[Data excerpts]
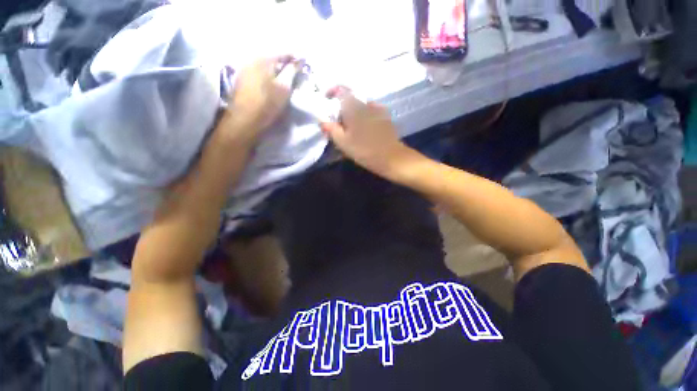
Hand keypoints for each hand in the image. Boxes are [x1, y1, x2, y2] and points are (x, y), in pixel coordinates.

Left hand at [224, 56, 300, 139]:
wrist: (245, 120)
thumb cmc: (267, 104)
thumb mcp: (284, 88)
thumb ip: (291, 72)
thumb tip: (297, 61)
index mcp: (263, 58)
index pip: (283, 50)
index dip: (296, 55)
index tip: (305, 59)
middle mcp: (252, 58)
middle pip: (273, 55)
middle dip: (286, 60)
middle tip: (297, 69)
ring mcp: (245, 68)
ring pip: (266, 63)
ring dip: (278, 68)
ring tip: (287, 75)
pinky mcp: (242, 78)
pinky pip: (260, 70)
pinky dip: (270, 73)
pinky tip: (275, 81)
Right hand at [321, 88, 413, 178]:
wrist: (392, 158)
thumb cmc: (365, 150)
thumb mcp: (344, 143)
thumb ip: (332, 130)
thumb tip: (323, 121)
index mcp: (354, 107)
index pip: (341, 90)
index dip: (331, 92)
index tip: (326, 101)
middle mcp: (367, 103)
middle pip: (350, 100)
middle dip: (342, 110)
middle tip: (338, 125)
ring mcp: (378, 110)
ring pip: (361, 107)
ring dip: (353, 115)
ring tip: (351, 131)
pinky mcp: (385, 118)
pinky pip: (370, 113)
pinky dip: (363, 118)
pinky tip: (364, 131)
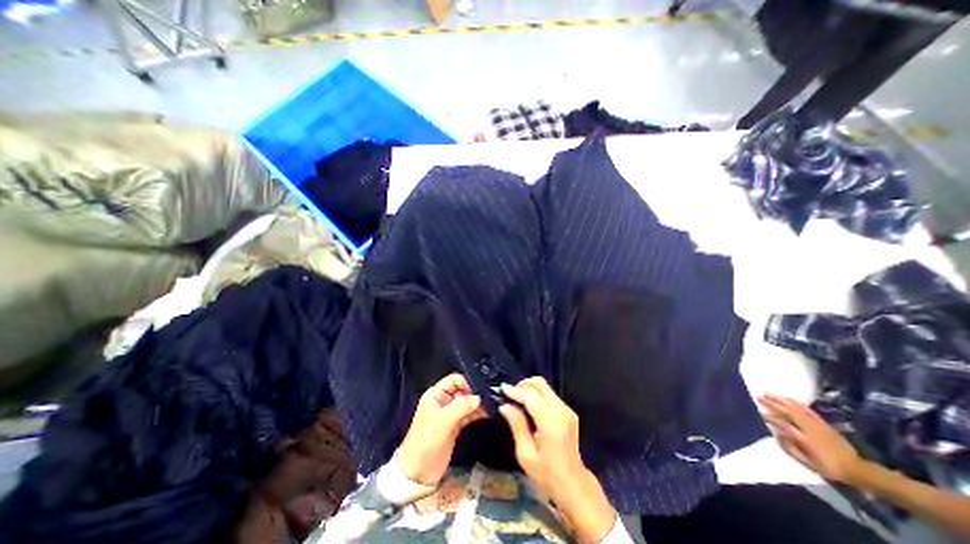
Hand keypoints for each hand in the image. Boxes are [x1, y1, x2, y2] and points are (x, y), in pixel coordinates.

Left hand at [397, 374, 484, 484]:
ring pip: (467, 402)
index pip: (454, 380)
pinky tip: (486, 413)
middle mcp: (443, 401)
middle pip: (463, 390)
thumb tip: (478, 397)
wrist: (417, 474)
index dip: (466, 383)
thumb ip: (460, 407)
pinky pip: (469, 414)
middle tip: (488, 398)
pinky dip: (477, 413)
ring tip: (490, 406)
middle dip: (475, 393)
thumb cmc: (425, 443)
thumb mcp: (441, 422)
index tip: (478, 391)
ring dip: (478, 403)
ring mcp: (450, 414)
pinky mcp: (455, 425)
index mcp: (435, 395)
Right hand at [500, 379, 612, 543]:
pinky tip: (528, 405)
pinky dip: (536, 394)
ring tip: (516, 399)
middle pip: (540, 384)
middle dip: (522, 385)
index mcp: (551, 423)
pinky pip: (549, 394)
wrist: (572, 483)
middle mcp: (562, 411)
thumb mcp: (526, 454)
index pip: (531, 396)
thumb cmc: (547, 474)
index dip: (515, 390)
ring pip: (545, 387)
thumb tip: (504, 405)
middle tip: (509, 394)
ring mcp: (567, 409)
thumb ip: (517, 426)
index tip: (502, 389)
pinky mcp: (568, 410)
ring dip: (529, 388)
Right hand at [756, 395, 862, 483]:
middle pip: (788, 412)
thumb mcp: (808, 464)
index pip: (783, 424)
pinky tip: (788, 399)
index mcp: (804, 440)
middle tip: (759, 397)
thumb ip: (790, 449)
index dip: (770, 418)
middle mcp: (809, 429)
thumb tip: (776, 435)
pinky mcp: (823, 423)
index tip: (759, 413)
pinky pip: (807, 410)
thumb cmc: (828, 468)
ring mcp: (817, 425)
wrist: (857, 469)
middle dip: (772, 404)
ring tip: (769, 394)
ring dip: (781, 400)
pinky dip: (796, 403)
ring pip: (796, 408)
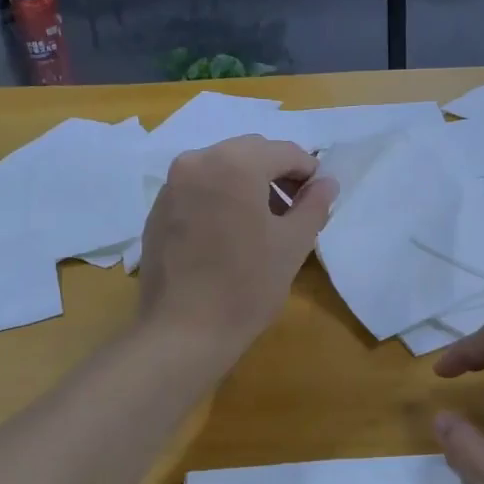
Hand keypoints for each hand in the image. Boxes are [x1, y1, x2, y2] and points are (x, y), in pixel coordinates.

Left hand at [139, 136, 337, 359]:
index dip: (308, 172)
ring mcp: (171, 185)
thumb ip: (314, 205)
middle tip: (294, 212)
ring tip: (263, 225)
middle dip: (276, 175)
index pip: (284, 152)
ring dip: (247, 186)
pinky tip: (229, 236)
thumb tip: (326, 182)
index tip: (319, 198)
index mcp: (235, 163)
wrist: (183, 331)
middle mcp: (197, 161)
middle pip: (249, 153)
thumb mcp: (293, 244)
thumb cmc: (247, 286)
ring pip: (221, 169)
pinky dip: (220, 199)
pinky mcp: (157, 210)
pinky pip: (198, 190)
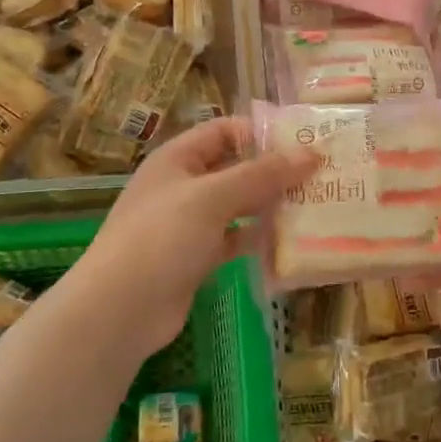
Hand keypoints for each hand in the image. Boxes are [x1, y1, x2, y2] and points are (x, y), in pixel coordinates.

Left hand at [73, 117, 316, 361]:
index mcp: (177, 159)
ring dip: (270, 205)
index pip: (224, 131)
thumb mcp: (213, 197)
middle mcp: (183, 186)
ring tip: (314, 205)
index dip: (261, 132)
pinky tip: (289, 241)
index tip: (304, 141)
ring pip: (238, 206)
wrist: (120, 310)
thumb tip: (312, 153)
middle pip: (235, 168)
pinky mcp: (197, 258)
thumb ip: (262, 174)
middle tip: (320, 175)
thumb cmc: (162, 238)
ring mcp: (189, 224)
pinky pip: (235, 239)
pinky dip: (258, 239)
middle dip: (274, 171)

EXERCISE BRIEF >> Out of the preceding entries, pull every line containing the string "wrist".

TASK RESULT >>
wrist: (245, 120)
wrist: (392, 158)
wrist: (417, 474)
wrist: (572, 483)
wrist: (857, 469)
wrist: (183, 331)
wrist: (120, 310)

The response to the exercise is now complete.